## Task
Would you write out each line of the material below exactly, skipping every picture?

★ ★ ★ ★ ★

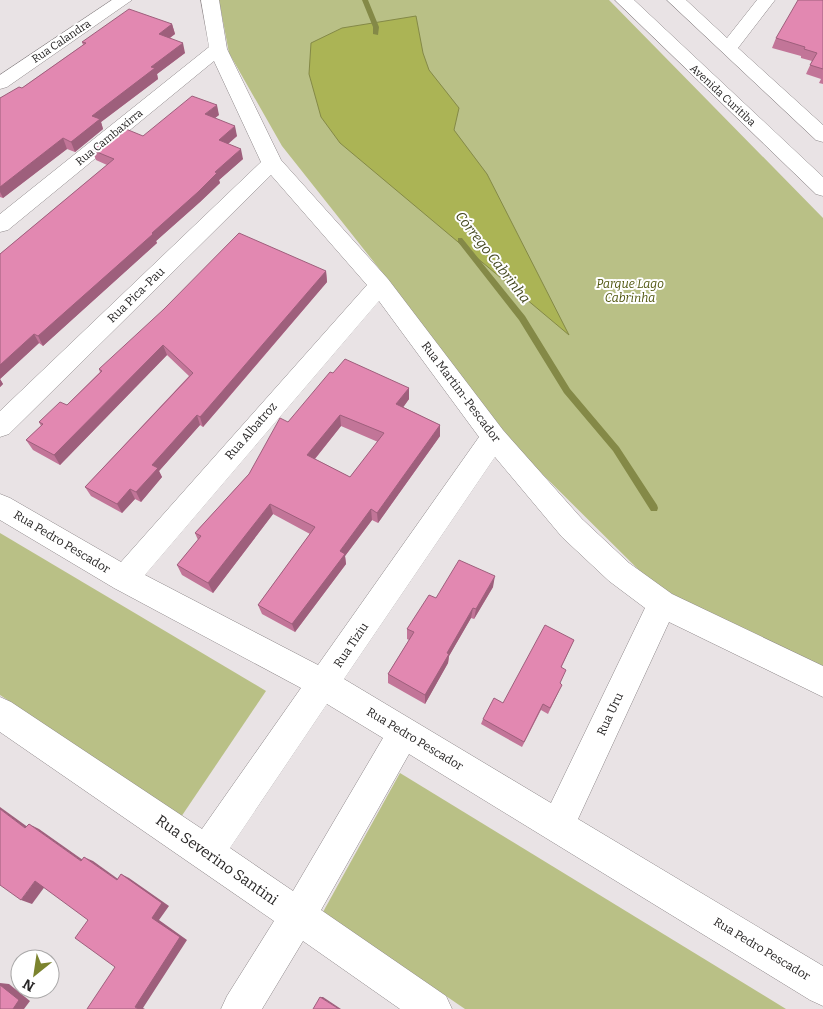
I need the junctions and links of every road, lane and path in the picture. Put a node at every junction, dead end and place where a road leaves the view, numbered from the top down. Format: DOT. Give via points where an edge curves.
graph roads {
  1 [pos="123,0"];
  2 [pos="210,0"];
  3 [pos="624,0"];
  4 [pos="676,0"];
  5 [pos="766,0"];
  6 [pos="729,48"];
  7 [pos="218,49"];
  8 [pos="0,83"];
  9 [pos="823,136"];
  10 [pos="272,163"];
  11 [pos="823,189"];
  12 [pos="0,225"];
  13 [pos="380,285"];
  14 [pos="0,427"];
  15 [pos="494,437"];
  16 [pos="0,506"];
  17 [pos="124,580"];
  18 [pos="662,604"];
  19 [pos="823,682"];
  20 [pos="324,684"];
  21 [pos="0,712"];
  22 [pos="404,732"];
  23 [pos="558,825"];
  24 [pos="206,852"];
  25 [pos="298,916"];
  26 [pos="823,986"];
  27 [pos="240,1009"];
  28 [pos="433,1009"];
  1 -- 8 [label="street, Rua Calandra"];
  2 -- 7 [label="street, Rua Martim-Pescador"];
  3 -- 11 [label="street, Avenida Curitiba"];
  4 -- 6 [label="street"];
  5 -- 6 [label="street"];
  6 -- 9 [label="street"];
  7 -- 10 [label="street, Rua Martim-Pescador"];
  7 -- 12 [label="street, Rua Cambaxirra"];
  10 -- 13 [label="street, Rua Martim-Pescador"];
  10 -- 14 [label="street, Rua Pica-Pau"];
  13 -- 15 [label="street, Rua Martim-Pescador"];
  13 -- 17 [label="street, Rua Albatroz"];
  15 -- 18 [label="street, Rua Martim-Pescador" via="572,528 619,572"];
  15 -- 20 [label="street, Rua Tiziu"];
  16 -- 17 [label="street, Rua Pedro Pescador"];
  17 -- 20 [label="street, Rua Pedro Pescador"];
  18 -- 19 [label="street, Rua Martim-Pescador"];
  18 -- 23 [label="street, Rua Uru"];
  20 -- 22 [label="street, Rua Pedro Pescador"];
  20 -- 24 [label="street, Rua Tiziu"];
  21 -- 24 [label="street, Rua Severino Santini"];
  22 -- 23 [label="street, Rua Pedro Pescador"];
  22 -- 25 [label="street"];
  23 -- 26 [label="street, Rua Pedro Pescador"];
  24 -- 25 [label="street, Rua Severino Santini"];
  25 -- 27 [label="street"];
  25 -- 28 [label="street, Rua Severino Santini"];
}
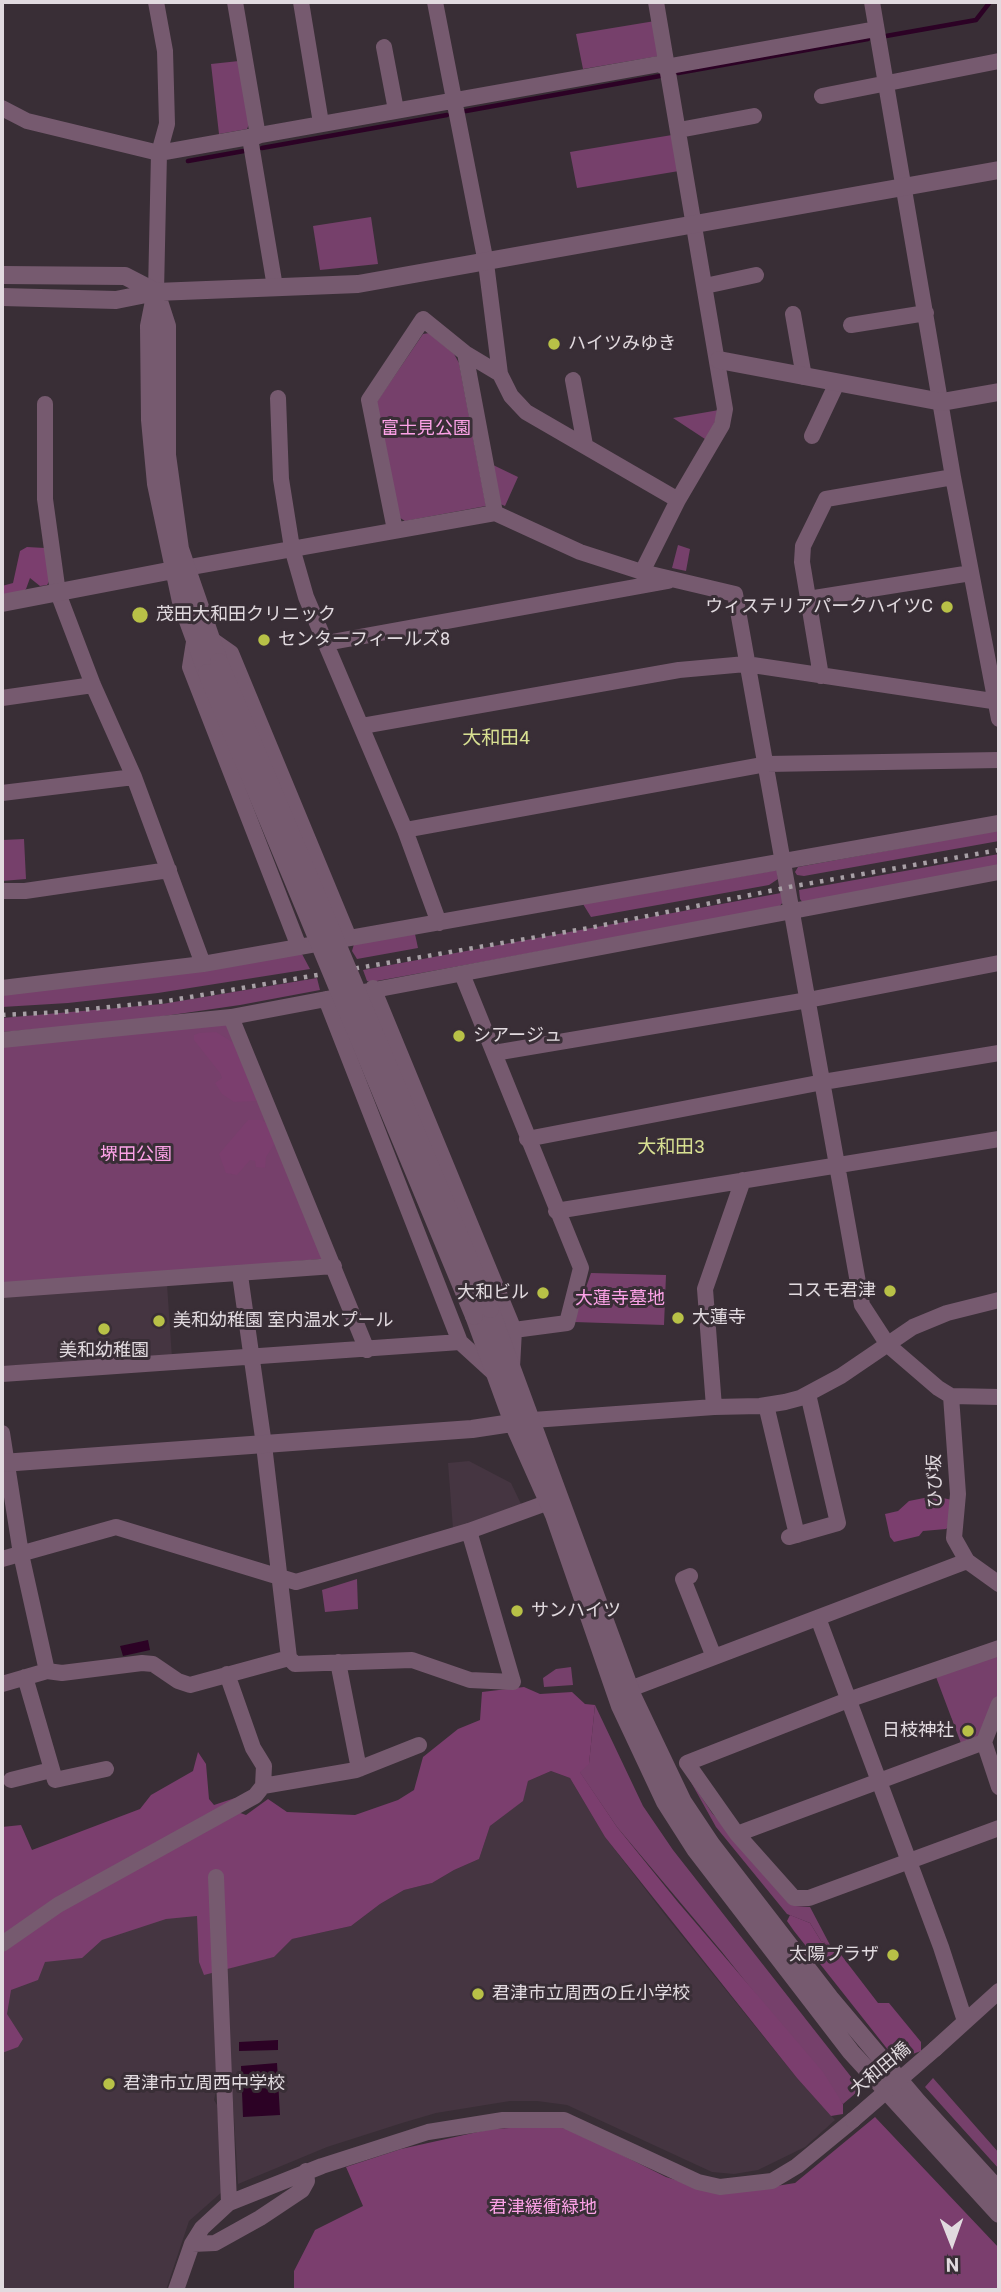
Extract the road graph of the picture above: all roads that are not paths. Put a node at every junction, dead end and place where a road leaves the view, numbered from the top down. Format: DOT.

★ ★ ★ ★ ★

## Task solution
I need the junctions and links of every road, lane and path in the picture. Put a node at every junction, dead end and place where a road leaves the view, numbered from the top down. Format: DOT. Give via points where an edge curves.
graph roads {
  1 [pos="123,0"];
  2 [pos="210,0"];
  3 [pos="624,0"];
  4 [pos="676,0"];
  5 [pos="766,0"];
  6 [pos="729,48"];
  7 [pos="218,49"];
  8 [pos="0,83"];
  9 [pos="823,136"];
  10 [pos="272,163"];
  11 [pos="823,189"];
  12 [pos="0,225"];
  13 [pos="380,285"];
  14 [pos="0,427"];
  15 [pos="494,437"];
  16 [pos="0,506"];
  17 [pos="124,580"];
  18 [pos="662,604"];
  19 [pos="823,682"];
  20 [pos="324,684"];
  21 [pos="0,712"];
  22 [pos="404,732"];
  23 [pos="558,825"];
  24 [pos="206,852"];
  25 [pos="298,916"];
  26 [pos="823,986"];
  27 [pos="240,1009"];
  28 [pos="433,1009"];
  1 -- 8 [label="street, Rua Calandra"];
  2 -- 7 [label="street, Rua Martim-Pescador"];
  3 -- 11 [label="street, Avenida Curitiba"];
  4 -- 6 [label="street"];
  5 -- 6 [label="street"];
  6 -- 9 [label="street"];
  7 -- 10 [label="street, Rua Martim-Pescador"];
  7 -- 12 [label="street, Rua Cambaxirra"];
  10 -- 13 [label="street, Rua Martim-Pescador"];
  10 -- 14 [label="street, Rua Pica-Pau"];
  13 -- 15 [label="street, Rua Martim-Pescador"];
  13 -- 17 [label="street, Rua Albatroz"];
  15 -- 18 [label="street, Rua Martim-Pescador" via="572,528 619,572"];
  15 -- 20 [label="street, Rua Tiziu"];
  16 -- 17 [label="street, Rua Pedro Pescador"];
  17 -- 20 [label="street, Rua Pedro Pescador"];
  18 -- 19 [label="street, Rua Martim-Pescador"];
  18 -- 23 [label="street, Rua Uru"];
  20 -- 22 [label="street, Rua Pedro Pescador"];
  20 -- 24 [label="street, Rua Tiziu"];
  21 -- 24 [label="street, Rua Severino Santini"];
  22 -- 23 [label="street, Rua Pedro Pescador"];
  22 -- 25 [label="street"];
  23 -- 26 [label="street, Rua Pedro Pescador"];
  24 -- 25 [label="street, Rua Severino Santini"];
  25 -- 27 [label="street"];
  25 -- 28 [label="street, Rua Severino Santini"];
}
Extract the road graph of the picture above: all roads that are not paths. Put a node at every junction, dead end and place where a road leaves the view, numbered from the top down. Format: DOT.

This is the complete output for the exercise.